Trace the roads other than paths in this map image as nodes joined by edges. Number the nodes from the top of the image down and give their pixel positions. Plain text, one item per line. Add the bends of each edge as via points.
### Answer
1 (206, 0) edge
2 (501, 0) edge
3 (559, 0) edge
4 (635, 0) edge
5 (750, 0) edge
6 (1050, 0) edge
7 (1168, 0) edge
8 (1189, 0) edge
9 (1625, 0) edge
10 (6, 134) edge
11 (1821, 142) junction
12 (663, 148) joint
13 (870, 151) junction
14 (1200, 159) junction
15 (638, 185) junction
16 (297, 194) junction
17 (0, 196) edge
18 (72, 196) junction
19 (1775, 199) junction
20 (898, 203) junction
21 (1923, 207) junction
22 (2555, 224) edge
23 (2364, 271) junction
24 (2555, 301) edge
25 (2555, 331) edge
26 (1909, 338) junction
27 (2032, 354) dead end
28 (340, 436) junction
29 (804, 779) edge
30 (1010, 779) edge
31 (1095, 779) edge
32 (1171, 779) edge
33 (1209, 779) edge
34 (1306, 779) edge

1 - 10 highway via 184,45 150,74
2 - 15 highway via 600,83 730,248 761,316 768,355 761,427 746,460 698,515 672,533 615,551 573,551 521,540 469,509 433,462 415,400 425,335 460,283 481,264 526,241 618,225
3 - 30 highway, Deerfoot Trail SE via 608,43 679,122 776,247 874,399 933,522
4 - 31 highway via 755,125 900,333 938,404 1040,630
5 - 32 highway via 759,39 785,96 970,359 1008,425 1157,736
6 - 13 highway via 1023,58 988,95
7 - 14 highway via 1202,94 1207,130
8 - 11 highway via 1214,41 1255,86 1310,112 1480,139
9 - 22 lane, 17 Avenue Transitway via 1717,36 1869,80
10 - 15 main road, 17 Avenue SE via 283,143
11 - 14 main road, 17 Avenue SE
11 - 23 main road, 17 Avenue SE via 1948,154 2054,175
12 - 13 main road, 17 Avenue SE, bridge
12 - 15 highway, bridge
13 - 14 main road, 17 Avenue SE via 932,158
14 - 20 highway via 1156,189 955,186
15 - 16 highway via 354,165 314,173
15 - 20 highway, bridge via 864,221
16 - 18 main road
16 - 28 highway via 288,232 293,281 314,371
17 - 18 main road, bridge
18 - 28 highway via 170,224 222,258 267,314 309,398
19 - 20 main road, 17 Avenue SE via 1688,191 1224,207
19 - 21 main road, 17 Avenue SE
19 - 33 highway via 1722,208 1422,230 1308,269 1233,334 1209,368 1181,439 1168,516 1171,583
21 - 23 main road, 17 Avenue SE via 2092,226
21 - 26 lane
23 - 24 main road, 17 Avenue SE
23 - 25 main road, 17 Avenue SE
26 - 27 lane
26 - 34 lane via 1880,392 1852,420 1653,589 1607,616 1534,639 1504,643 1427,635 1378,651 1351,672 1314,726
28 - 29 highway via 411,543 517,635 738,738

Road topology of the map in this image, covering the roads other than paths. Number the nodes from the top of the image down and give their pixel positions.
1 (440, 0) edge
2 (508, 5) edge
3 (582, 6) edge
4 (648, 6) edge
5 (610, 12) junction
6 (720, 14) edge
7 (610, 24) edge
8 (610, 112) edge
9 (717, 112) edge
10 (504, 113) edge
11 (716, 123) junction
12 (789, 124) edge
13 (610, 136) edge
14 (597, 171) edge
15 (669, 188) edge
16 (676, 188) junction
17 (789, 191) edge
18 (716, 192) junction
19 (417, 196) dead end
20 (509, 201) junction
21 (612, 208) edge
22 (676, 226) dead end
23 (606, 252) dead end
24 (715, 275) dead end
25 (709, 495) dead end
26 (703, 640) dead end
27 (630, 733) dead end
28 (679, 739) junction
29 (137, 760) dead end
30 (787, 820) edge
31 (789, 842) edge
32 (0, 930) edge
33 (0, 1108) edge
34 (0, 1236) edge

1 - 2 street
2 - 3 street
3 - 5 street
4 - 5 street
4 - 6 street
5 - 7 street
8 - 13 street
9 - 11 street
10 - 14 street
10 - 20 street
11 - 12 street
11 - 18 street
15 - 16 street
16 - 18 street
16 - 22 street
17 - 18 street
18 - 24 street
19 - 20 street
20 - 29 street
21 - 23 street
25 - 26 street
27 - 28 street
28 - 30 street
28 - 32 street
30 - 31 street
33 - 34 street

::::

Tally the lines of the data that contain the string "image" and report the total alone.

2